If the patient is conscious and able to cooperate with oral intake, administration of food or liquid rich in simple carbohydrates (e.g., a sugary drink, sugar, candies, or glucose tablets) is preferred. After this, the patient should receive a meal rich in complex carbohydrates, fat, and protein, such as a sandwich.

If the patient is unconscious or unable to cooperate with oral intake and intravenous access is available, administer 50 mL of IV dextrose 50% or 250 mL of 10% dextrose (equivalent to 25 g of dextrose) over a few minutes. A second dose can be administered if the patient’s mental status does not improve.

If intravenous access is not available, 1 mg of IM/SC glucagon can be administered. Glucagon takes longer to normalize mental status (approximately 7–10 minutes), and its effect tends to be short-lived. As glucagon raises blood glucose by mobilizing hepatic glycogen reserves, it is not effective in patients with depleted glycogen stores (e.g., liver failure or chronic alcoholism). Glucagon can also cause vomiting, which may be dangerous if the patient has an altered mental status and cannot protect their airway.

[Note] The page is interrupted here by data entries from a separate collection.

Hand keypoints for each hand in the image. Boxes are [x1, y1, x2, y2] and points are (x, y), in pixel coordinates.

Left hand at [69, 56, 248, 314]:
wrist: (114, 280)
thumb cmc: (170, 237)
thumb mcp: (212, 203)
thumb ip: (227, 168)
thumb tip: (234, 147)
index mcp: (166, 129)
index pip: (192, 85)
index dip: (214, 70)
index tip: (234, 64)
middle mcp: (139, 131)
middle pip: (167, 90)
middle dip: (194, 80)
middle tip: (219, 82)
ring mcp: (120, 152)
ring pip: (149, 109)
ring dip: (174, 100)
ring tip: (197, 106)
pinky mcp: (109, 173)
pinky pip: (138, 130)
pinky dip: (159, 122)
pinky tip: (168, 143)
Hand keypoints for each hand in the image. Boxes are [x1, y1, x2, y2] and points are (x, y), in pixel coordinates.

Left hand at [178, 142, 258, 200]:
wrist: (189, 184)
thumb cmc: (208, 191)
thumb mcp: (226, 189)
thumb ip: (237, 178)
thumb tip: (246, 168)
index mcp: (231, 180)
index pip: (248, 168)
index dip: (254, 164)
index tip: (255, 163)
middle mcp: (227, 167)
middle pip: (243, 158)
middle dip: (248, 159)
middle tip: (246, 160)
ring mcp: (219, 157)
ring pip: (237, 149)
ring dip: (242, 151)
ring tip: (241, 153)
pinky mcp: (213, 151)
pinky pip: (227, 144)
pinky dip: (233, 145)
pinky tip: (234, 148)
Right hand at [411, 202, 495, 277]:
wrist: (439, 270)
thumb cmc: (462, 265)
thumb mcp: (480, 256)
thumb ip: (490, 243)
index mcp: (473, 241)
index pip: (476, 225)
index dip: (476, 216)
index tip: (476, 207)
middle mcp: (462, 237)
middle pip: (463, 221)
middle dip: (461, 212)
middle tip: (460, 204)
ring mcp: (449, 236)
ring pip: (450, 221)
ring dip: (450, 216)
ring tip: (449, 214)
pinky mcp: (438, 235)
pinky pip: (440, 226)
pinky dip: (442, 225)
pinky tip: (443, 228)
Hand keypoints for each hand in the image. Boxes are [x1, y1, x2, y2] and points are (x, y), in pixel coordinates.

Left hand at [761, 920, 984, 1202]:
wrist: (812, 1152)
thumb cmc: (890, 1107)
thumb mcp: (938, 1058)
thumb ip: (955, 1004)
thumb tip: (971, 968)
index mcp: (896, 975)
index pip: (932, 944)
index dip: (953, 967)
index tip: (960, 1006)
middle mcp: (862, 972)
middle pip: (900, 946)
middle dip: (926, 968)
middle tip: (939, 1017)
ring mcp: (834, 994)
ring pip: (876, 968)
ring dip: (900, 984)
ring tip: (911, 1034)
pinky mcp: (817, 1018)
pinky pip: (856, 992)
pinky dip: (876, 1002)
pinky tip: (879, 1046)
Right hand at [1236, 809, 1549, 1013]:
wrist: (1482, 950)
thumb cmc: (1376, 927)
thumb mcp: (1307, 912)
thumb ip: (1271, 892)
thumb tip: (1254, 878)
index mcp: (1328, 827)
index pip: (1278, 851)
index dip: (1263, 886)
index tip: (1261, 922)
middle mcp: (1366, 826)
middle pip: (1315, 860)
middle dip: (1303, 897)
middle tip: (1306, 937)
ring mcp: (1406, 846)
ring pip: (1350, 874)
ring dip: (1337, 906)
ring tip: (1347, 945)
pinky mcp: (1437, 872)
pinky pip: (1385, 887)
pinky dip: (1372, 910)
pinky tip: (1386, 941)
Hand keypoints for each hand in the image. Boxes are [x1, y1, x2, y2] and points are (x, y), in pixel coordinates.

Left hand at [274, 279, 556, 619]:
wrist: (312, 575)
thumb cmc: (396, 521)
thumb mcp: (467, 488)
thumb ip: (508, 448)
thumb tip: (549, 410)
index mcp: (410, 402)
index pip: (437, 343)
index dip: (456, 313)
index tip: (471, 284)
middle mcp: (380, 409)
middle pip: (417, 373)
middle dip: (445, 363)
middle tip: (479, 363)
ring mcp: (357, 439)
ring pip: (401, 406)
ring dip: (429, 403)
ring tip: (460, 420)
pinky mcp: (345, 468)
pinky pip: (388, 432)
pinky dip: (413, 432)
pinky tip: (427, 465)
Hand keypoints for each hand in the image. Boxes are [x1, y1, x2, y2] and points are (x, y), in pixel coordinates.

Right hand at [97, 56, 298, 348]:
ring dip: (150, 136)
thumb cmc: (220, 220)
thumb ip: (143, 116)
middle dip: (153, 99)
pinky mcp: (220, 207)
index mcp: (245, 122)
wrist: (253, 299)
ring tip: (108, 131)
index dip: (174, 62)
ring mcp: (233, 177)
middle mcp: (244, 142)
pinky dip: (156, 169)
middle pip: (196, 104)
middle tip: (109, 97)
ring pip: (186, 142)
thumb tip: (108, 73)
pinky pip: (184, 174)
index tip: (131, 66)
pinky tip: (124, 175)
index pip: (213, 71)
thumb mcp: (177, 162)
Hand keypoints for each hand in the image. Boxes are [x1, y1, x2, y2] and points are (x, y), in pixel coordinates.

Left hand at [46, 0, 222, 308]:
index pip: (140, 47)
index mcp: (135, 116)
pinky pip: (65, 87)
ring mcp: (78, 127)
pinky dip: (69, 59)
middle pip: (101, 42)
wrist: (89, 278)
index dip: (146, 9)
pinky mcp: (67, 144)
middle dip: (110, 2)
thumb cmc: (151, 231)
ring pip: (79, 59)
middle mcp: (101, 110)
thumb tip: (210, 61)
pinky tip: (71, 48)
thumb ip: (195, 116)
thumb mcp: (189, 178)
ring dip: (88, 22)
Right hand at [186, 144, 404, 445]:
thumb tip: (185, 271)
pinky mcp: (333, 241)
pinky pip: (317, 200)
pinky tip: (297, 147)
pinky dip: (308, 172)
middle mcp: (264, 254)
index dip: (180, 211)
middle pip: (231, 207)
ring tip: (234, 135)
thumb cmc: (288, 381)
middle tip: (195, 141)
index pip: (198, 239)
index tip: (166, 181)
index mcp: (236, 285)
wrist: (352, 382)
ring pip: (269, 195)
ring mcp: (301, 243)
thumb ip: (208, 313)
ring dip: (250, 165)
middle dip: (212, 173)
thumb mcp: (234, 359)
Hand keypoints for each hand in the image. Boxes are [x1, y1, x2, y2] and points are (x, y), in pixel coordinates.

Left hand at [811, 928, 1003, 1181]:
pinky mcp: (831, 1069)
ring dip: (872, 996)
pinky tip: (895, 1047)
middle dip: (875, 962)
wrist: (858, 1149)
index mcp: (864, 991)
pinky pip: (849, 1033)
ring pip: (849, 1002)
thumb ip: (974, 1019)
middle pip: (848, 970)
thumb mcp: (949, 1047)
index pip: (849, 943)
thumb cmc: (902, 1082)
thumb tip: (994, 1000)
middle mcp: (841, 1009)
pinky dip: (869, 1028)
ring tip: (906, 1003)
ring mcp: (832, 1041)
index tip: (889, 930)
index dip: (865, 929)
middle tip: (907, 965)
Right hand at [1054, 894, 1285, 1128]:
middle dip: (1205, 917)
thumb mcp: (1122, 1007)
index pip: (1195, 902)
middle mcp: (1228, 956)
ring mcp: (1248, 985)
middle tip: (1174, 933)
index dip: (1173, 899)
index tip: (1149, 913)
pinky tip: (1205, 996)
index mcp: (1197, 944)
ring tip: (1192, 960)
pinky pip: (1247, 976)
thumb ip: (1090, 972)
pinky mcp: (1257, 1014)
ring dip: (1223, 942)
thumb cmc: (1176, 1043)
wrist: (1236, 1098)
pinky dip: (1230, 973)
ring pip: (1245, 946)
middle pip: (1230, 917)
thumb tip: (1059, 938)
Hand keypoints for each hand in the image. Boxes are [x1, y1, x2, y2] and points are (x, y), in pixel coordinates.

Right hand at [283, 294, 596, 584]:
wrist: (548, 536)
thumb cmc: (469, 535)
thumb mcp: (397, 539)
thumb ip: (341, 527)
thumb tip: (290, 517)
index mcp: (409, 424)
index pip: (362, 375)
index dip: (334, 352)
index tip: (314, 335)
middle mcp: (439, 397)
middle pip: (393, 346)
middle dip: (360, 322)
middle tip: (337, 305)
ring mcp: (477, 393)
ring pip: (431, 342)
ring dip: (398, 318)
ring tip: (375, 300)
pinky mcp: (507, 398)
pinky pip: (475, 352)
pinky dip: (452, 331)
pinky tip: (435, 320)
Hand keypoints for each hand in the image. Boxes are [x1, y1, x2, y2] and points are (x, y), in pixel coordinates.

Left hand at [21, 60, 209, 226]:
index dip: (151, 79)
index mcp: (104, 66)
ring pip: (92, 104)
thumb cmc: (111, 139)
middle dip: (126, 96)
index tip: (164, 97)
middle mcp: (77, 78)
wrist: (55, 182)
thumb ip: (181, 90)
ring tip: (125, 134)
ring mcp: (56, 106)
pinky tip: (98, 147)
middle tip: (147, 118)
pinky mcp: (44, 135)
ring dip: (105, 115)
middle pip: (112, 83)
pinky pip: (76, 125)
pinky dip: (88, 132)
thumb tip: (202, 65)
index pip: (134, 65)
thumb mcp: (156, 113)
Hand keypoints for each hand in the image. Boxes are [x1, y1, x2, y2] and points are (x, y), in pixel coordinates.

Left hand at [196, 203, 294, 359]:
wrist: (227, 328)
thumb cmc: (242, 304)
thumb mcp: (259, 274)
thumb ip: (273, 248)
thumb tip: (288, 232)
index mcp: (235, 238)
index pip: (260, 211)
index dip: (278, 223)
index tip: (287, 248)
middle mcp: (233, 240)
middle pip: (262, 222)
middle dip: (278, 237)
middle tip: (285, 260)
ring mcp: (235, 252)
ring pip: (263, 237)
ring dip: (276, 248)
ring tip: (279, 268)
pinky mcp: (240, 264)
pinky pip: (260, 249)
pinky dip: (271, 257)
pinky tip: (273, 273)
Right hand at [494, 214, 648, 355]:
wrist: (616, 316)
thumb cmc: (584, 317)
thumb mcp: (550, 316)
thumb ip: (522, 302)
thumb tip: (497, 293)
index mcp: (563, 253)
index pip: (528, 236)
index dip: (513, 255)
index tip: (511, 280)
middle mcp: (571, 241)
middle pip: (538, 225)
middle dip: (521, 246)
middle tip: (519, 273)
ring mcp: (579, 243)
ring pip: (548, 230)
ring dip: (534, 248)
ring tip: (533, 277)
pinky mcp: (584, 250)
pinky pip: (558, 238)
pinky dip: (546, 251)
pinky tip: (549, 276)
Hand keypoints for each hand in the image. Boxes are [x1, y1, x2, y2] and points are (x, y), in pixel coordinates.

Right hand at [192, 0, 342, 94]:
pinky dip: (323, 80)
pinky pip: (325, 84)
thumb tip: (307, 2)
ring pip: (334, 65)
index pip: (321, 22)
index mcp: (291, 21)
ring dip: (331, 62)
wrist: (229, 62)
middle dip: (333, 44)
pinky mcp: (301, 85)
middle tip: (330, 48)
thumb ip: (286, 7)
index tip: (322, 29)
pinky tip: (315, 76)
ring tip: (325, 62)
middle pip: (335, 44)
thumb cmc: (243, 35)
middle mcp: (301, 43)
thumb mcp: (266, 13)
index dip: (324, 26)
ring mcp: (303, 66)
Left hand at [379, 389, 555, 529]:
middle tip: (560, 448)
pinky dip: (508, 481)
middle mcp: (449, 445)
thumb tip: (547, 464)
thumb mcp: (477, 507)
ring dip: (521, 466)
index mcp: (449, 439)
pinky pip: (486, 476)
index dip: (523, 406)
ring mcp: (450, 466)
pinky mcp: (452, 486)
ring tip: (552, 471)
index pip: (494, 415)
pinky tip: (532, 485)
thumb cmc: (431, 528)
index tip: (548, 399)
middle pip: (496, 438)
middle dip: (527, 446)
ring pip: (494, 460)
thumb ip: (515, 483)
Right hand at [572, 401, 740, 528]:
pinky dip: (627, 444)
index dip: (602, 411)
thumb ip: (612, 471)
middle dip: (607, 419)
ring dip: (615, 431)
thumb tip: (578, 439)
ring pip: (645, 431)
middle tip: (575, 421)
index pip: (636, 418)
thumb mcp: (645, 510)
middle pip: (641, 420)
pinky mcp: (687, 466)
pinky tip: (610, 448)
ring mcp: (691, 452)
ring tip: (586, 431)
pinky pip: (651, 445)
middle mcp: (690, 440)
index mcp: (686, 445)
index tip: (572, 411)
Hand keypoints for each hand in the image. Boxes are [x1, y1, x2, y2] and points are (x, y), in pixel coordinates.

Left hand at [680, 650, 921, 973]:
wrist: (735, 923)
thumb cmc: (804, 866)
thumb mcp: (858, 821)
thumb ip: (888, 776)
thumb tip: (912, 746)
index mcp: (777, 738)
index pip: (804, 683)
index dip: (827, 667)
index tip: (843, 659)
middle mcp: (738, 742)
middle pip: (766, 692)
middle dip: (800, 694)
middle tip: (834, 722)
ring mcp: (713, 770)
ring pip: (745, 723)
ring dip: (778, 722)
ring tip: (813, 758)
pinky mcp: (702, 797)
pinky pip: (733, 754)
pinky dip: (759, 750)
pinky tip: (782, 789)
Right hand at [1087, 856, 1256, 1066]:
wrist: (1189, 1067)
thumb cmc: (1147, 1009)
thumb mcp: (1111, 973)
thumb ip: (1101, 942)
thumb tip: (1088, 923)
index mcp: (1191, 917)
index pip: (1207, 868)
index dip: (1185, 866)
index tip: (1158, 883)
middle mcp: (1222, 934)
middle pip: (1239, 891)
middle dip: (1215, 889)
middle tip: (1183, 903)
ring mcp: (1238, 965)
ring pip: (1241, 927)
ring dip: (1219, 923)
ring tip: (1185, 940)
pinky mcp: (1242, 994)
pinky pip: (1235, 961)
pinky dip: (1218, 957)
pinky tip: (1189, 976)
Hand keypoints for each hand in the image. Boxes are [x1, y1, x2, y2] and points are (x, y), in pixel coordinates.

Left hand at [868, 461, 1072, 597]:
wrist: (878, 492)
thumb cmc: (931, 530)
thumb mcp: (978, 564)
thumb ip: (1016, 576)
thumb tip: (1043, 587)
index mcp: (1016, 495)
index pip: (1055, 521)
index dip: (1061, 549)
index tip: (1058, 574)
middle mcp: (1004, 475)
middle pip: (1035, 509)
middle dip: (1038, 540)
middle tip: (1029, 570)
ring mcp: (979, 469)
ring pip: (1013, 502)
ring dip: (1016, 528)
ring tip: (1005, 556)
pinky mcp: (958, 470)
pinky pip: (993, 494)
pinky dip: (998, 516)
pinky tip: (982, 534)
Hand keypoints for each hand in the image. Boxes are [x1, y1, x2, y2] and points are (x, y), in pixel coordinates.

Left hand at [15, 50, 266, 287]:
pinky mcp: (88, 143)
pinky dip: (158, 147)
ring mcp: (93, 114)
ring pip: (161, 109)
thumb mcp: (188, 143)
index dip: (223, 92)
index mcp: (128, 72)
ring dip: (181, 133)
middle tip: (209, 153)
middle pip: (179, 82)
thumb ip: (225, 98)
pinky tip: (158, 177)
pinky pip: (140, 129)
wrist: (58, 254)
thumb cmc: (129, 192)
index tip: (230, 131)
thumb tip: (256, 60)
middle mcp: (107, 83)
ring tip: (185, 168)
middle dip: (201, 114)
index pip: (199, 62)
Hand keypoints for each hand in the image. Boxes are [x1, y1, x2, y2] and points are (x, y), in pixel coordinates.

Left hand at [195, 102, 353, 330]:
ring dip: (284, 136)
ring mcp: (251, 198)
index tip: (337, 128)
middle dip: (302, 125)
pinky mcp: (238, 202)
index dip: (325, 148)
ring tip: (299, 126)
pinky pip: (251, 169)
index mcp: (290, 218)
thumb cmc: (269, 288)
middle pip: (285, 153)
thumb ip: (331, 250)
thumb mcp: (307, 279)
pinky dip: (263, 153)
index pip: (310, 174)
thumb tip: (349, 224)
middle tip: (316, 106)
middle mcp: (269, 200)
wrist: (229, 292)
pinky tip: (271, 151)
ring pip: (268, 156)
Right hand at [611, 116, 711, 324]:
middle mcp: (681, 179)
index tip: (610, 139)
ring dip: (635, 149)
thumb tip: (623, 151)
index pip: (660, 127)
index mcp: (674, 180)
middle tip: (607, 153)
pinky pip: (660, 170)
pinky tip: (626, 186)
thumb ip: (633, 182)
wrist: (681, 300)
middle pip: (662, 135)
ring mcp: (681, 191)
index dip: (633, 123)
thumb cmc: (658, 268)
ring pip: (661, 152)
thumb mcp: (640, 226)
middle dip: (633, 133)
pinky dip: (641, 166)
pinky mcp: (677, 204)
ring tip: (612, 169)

For patients with sulfonylurea overdose, commence therapy with IV dextrose until the patient can tolerate oral intake. If episodes of hypoglycemia recur despite glucose therapy, consider adding SC octreotide 50–100 micrograms. Note that octreotide should only be used for recurrent sulfonylurea-induced hypoglycemic episodes that persist despite glucose therapy [3,5].

Special Patient Groups

Pediatrics

Children are particularly vulnerable to the effects of hypoglycemia due to their higher metabolic rate and limited glycogen stores. Key points in management include:

  • Treatment Protocol:
    Administer 10% glucose at 5 mL/kg or 25% dextrose at 2.5 mL/kg intravenously for acute hypoglycemia. Avoid the use of 50% dextrose in this population, as its hypertonicity increases the risk of thrombophlebitis and local tissue injury [8].
  • Medication for Refractory Cases:
    For persistent hypoglycemia caused by hyperinsulinemia (e.g., from congenital hyperinsulinism or sulfonylurea overdose), octreotide is effective at a dosage of 1 μg/kg subcutaneously (maximum 50 μg). This medication inhibits insulin secretion and provides a targeted intervention [8].
  • Long-Term Considerations:
    Recurrent hypoglycemia in children warrants further investigation into metabolic or endocrine disorders, including inborn errors of metabolism, adrenal insufficiency, or insulinoma.

Pregnant Patients

Pregnant patients with diabetes, particularly those on insulin therapy, face a higher risk of hypoglycemia due to physiological changes during pregnancy, including increased insulin sensitivity in the first trimester.

  • Incidence:
    Up to 50% of pregnant patients with diabetes experience at least one episode of severe hypoglycemia during pregnancy, especially in the first trimester [4].
  • Management and Prevention:
    • Careful Insulin Titration: Frequent monitoring and adjustment of insulin doses are essential to balance optimal glycemic control with the prevention of hypoglycemia.
    • Dietary Counseling: Pregnant patients should be educated on consuming regular, balanced meals with adequate carbohydrate intake to prevent fasting hypoglycemia.
    • Monitoring: Emphasize regular blood glucose monitoring, as symptoms may be subtle or atypical.
  • Fetal Considerations: Prompt correction of maternal hypoglycemia is critical to prevent adverse effects on the fetus, including hypoxic injury from prolonged episodes.

Geriatrics

Older adults often experience atypical presentations of hypoglycemia, and their management is complicated by comorbidities, polypharmacy, and age-related physiological changes.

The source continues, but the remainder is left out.